WORK REQUEST> Reproduce each record exactly.

-.-.-

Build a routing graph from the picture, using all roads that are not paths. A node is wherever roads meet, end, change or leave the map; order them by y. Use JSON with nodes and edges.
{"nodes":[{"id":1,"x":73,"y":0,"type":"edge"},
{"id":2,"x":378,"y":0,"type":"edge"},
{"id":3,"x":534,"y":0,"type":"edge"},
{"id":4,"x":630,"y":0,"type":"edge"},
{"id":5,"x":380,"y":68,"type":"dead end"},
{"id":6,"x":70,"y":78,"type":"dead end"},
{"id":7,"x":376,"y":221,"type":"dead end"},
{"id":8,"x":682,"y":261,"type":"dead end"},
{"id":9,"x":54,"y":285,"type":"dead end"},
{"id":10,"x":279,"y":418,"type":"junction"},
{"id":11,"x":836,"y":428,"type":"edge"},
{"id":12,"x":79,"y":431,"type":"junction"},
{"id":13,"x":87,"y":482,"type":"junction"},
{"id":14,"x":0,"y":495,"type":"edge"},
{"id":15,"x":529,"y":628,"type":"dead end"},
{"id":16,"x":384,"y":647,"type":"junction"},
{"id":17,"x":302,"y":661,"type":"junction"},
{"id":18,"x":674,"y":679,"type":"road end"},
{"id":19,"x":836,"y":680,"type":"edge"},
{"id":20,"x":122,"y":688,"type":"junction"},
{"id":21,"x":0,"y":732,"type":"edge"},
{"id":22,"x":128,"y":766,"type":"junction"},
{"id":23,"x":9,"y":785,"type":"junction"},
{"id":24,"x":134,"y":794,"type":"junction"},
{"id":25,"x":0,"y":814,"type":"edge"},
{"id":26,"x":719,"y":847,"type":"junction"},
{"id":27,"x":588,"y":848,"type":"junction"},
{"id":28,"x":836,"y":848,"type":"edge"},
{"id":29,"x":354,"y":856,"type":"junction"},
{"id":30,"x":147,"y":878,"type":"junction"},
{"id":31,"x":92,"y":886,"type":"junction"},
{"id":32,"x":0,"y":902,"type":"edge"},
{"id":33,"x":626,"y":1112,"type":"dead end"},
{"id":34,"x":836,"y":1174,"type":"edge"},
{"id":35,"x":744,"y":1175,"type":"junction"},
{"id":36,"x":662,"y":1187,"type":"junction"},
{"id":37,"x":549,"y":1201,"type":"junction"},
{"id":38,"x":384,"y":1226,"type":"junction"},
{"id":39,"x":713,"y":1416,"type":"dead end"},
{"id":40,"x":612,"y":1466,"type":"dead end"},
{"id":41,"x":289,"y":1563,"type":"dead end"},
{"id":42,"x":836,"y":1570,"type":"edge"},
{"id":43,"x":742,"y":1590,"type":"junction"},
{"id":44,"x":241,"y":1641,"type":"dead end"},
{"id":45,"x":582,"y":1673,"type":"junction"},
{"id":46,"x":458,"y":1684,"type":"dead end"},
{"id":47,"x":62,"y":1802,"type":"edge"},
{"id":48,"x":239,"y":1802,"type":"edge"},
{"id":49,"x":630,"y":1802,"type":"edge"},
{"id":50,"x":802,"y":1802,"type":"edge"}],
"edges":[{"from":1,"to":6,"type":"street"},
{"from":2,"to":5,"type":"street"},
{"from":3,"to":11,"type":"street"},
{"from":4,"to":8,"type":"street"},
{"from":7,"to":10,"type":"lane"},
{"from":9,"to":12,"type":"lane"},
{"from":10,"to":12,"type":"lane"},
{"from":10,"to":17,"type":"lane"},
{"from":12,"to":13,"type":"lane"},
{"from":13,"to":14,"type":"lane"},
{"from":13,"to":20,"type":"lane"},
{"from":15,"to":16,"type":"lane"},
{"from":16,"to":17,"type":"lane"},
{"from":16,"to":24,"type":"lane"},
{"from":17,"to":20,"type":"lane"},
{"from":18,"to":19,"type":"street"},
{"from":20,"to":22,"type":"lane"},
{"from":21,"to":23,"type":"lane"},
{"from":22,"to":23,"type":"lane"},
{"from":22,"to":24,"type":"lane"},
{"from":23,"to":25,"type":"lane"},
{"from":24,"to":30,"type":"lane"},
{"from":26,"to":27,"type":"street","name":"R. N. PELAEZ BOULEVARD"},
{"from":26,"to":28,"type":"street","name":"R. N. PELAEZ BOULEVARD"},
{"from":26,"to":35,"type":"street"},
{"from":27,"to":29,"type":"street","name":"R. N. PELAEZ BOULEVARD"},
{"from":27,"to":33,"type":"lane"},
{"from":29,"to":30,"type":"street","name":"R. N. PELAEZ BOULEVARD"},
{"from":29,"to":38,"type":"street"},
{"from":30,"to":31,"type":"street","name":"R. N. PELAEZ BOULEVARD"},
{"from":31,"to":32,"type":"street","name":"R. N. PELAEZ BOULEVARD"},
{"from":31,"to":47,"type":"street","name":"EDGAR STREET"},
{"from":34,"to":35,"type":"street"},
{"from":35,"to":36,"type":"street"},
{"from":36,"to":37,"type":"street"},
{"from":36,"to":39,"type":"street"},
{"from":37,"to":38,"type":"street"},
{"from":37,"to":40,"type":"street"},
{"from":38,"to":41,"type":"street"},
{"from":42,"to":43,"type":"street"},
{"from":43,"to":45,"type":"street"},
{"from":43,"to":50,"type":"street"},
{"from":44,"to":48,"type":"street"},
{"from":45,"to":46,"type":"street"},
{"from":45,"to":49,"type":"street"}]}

-.-.-

SOLVED EXERCISE>
Build a routing graph from the picture, using all roads that are not paths. A node is wherever roads meet, end, change or leave the map; order them by y. Use JSON with nodes and edges.
{"nodes":[{"id":1,"x":73,"y":0,"type":"edge"},
{"id":2,"x":378,"y":0,"type":"edge"},
{"id":3,"x":534,"y":0,"type":"edge"},
{"id":4,"x":630,"y":0,"type":"edge"},
{"id":5,"x":380,"y":68,"type":"dead end"},
{"id":6,"x":70,"y":78,"type":"dead end"},
{"id":7,"x":376,"y":221,"type":"dead end"},
{"id":8,"x":682,"y":261,"type":"dead end"},
{"id":9,"x":54,"y":285,"type":"dead end"},
{"id":10,"x":279,"y":418,"type":"junction"},
{"id":11,"x":836,"y":428,"type":"edge"},
{"id":12,"x":79,"y":431,"type":"junction"},
{"id":13,"x":87,"y":482,"type":"junction"},
{"id":14,"x":0,"y":495,"type":"edge"},
{"id":15,"x":529,"y":628,"type":"dead end"},
{"id":16,"x":384,"y":647,"type":"junction"},
{"id":17,"x":302,"y":661,"type":"junction"},
{"id":18,"x":674,"y":679,"type":"road end"},
{"id":19,"x":836,"y":680,"type":"edge"},
{"id":20,"x":122,"y":688,"type":"junction"},
{"id":21,"x":0,"y":732,"type":"edge"},
{"id":22,"x":128,"y":766,"type":"junction"},
{"id":23,"x":9,"y":785,"type":"junction"},
{"id":24,"x":134,"y":794,"type":"junction"},
{"id":25,"x":0,"y":814,"type":"edge"},
{"id":26,"x":719,"y":847,"type":"junction"},
{"id":27,"x":588,"y":848,"type":"junction"},
{"id":28,"x":836,"y":848,"type":"edge"},
{"id":29,"x":354,"y":856,"type":"junction"},
{"id":30,"x":147,"y":878,"type":"junction"},
{"id":31,"x":92,"y":886,"type":"junction"},
{"id":32,"x":0,"y":902,"type":"edge"},
{"id":33,"x":626,"y":1112,"type":"dead end"},
{"id":34,"x":836,"y":1174,"type":"edge"},
{"id":35,"x":744,"y":1175,"type":"junction"},
{"id":36,"x":662,"y":1187,"type":"junction"},
{"id":37,"x":549,"y":1201,"type":"junction"},
{"id":38,"x":384,"y":1226,"type":"junction"},
{"id":39,"x":713,"y":1416,"type":"dead end"},
{"id":40,"x":612,"y":1466,"type":"dead end"},
{"id":41,"x":289,"y":1563,"type":"dead end"},
{"id":42,"x":836,"y":1570,"type":"edge"},
{"id":43,"x":742,"y":1590,"type":"junction"},
{"id":44,"x":241,"y":1641,"type":"dead end"},
{"id":45,"x":582,"y":1673,"type":"junction"},
{"id":46,"x":458,"y":1684,"type":"dead end"},
{"id":47,"x":62,"y":1802,"type":"edge"},
{"id":48,"x":239,"y":1802,"type":"edge"},
{"id":49,"x":630,"y":1802,"type":"edge"},
{"id":50,"x":802,"y":1802,"type":"edge"}],
"edges":[{"from":1,"to":6,"type":"street"},
{"from":2,"to":5,"type":"street"},
{"from":3,"to":11,"type":"street"},
{"from":4,"to":8,"type":"street"},
{"from":7,"to":10,"type":"lane"},
{"from":9,"to":12,"type":"lane"},
{"from":10,"to":12,"type":"lane"},
{"from":10,"to":17,"type":"lane"},
{"from":12,"to":13,"type":"lane"},
{"from":13,"to":14,"type":"lane"},
{"from":13,"to":20,"type":"lane"},
{"from":15,"to":16,"type":"lane"},
{"from":16,"to":17,"type":"lane"},
{"from":16,"to":24,"type":"lane"},
{"from":17,"to":20,"type":"lane"},
{"from":18,"to":19,"type":"street"},
{"from":20,"to":22,"type":"lane"},
{"from":21,"to":23,"type":"lane"},
{"from":22,"to":23,"type":"lane"},
{"from":22,"to":24,"type":"lane"},
{"from":23,"to":25,"type":"lane"},
{"from":24,"to":30,"type":"lane"},
{"from":26,"to":27,"type":"street","name":"R. N. PELAEZ BOULEVARD"},
{"from":26,"to":28,"type":"street","name":"R. N. PELAEZ BOULEVARD"},
{"from":26,"to":35,"type":"street"},
{"from":27,"to":29,"type":"street","name":"R. N. PELAEZ BOULEVARD"},
{"from":27,"to":33,"type":"lane"},
{"from":29,"to":30,"type":"street","name":"R. N. PELAEZ BOULEVARD"},
{"from":29,"to":38,"type":"street"},
{"from":30,"to":31,"type":"street","name":"R. N. PELAEZ BOULEVARD"},
{"from":31,"to":32,"type":"street","name":"R. N. PELAEZ BOULEVARD"},
{"from":31,"to":47,"type":"street","name":"EDGAR STREET"},
{"from":34,"to":35,"type":"street"},
{"from":35,"to":36,"type":"street"},
{"from":36,"to":37,"type":"street"},
{"from":36,"to":39,"type":"street"},
{"from":37,"to":38,"type":"street"},
{"from":37,"to":40,"type":"street"},
{"from":38,"to":41,"type":"street"},
{"from":42,"to":43,"type":"street"},
{"from":43,"to":45,"type":"street"},
{"from":43,"to":50,"type":"street"},
{"from":44,"to":48,"type":"street"},
{"from":45,"to":46,"type":"street"},
{"from":45,"to":49,"type":"street"}]}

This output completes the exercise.